Imediatamente e sem notificar os usuários, as plataformas poderão excluir conteúdos que gerem dano imediato de difícil reparação; que atentem à segurança da informação ou do usuário; que levem a grave comprometimento da usabilidade da aplicação; bem como aqueles de incitação à violência; indução ao suicídio ou à pedofilia e deepfake. No entanto, deve ser garantido ao usuário o direito de recorrer da decisão.

“Embora seja algo válido, o problema é a forma por meio da qual isso será exercido. Parece-me que a intenção do legislador era banir os divulgadores de fakes, os usuários comprados, de forma a dar maior transparência à rede, mas a questão é que não foram determinados critérios para que isso seja feito e a quem caberá o exercício disso”, comentou Miranda.

AGENTES POLÍTICOS PROIBIDOS DE BLOQUEAR USUÁRIOS

Pela atual redação do PL, agentes políticos e órgãos públicos serão impedidos de bloquear usuários em suas redes sociais. No entanto, quem exerce mandato ou tenha cargo público poderá criar uma conta identificada como de uso pessoal, na qual terá liberdade para restringir o acesso de usuários e moderar os comentários.

“Isso é uma forma de perpetuar injustiças. Os excessos cometidos devem ser punidos com os rigoresda lei.

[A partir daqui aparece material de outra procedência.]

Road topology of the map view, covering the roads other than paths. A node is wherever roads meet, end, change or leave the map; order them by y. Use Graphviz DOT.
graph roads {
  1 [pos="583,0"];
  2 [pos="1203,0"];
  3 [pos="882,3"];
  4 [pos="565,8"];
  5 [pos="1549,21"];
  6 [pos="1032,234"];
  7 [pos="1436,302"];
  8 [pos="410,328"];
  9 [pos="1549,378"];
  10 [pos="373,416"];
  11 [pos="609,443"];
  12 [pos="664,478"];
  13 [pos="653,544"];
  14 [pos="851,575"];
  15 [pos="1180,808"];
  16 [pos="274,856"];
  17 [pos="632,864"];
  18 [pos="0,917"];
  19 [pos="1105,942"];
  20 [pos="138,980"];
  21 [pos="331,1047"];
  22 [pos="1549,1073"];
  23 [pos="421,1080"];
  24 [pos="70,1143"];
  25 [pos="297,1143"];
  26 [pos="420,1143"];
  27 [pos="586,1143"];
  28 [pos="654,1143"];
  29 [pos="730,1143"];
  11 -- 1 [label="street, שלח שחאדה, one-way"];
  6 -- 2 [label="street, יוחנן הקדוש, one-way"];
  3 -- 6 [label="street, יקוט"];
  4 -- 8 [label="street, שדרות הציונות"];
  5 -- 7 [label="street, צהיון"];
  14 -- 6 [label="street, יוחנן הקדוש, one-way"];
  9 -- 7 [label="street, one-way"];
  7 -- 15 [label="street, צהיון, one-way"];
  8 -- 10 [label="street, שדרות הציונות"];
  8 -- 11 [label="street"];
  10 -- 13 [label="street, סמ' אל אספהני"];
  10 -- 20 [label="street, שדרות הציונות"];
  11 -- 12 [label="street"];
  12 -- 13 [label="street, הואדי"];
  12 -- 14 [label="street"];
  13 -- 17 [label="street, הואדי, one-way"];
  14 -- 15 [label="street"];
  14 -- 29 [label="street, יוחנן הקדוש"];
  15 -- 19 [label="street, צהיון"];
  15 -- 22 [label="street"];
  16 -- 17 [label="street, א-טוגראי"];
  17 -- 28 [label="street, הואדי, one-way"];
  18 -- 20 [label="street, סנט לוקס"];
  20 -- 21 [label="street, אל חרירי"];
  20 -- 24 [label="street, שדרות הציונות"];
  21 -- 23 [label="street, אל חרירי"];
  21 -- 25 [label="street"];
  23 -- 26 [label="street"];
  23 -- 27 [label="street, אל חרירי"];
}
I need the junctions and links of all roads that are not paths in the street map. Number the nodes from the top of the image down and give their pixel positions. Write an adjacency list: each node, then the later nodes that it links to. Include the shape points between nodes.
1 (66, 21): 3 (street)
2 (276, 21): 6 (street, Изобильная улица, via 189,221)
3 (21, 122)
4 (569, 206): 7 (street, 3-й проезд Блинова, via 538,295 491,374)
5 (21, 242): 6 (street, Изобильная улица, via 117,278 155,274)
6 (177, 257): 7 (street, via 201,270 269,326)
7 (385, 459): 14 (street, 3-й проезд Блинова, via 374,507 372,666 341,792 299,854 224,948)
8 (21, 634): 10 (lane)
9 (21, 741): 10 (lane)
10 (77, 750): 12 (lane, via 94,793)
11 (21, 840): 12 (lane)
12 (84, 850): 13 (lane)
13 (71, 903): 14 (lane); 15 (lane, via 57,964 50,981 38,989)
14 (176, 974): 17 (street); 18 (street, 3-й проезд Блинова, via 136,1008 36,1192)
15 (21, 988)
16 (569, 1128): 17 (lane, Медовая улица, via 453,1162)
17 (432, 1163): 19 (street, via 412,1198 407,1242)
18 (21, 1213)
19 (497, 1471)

Se eu, como agente público, não posso apagar uma mensagem que foi postada na minha rede social, ficarei exposto a um eventual excesso, a uma eventual injustiça ad aeternum, e não acho que isso seja condizente com o nosso sistema. E isso pode ser utilizado por adversários políticos futuramente, de modo que deixa de ser uma ferramenta de debate, de transparência, e se torna uma ferramenta de ataque bastante eficaz”, avaliou Miranda.

CONSELHO DE TRANSPARÊNCIA E RESPONSABILIDADE

O PL estabelece a criação do Conselho de Transparência e Responsabilidade na Internet, que terá a missão de supervisionar as redes sociais e os aplicativos de mensagem, além de definir diretrizes para a autorregulação e um código de conduta para o setor, bem como avaliar os relatórios trimestrais das plataformas e analisar os procedimentos de moderação.

As empresas de redes sociais e de serviços de mensagem poderão criar uma instituição autorreguladora, que precisará ser certificada pelo Conselho de Transparência e Responsabilidade na Internet.

Para Medeiros, a melhor forma de se combater as fake news e toda desinformação é com “boa informação, liberdade de expressão para um diálogo plural e educação para analisar os fatos e a realidade em busca da verdade. Acredito que o projeto de lei poderia se concentrar em uma dimensão educativa de formar e conscientizar a população sobre a verificação de informações e fontes que promoveriam uma capacidade de análise dos cidadãos. Isso daria mais trabalho, mas me parece ser mais efetivo no tempo”.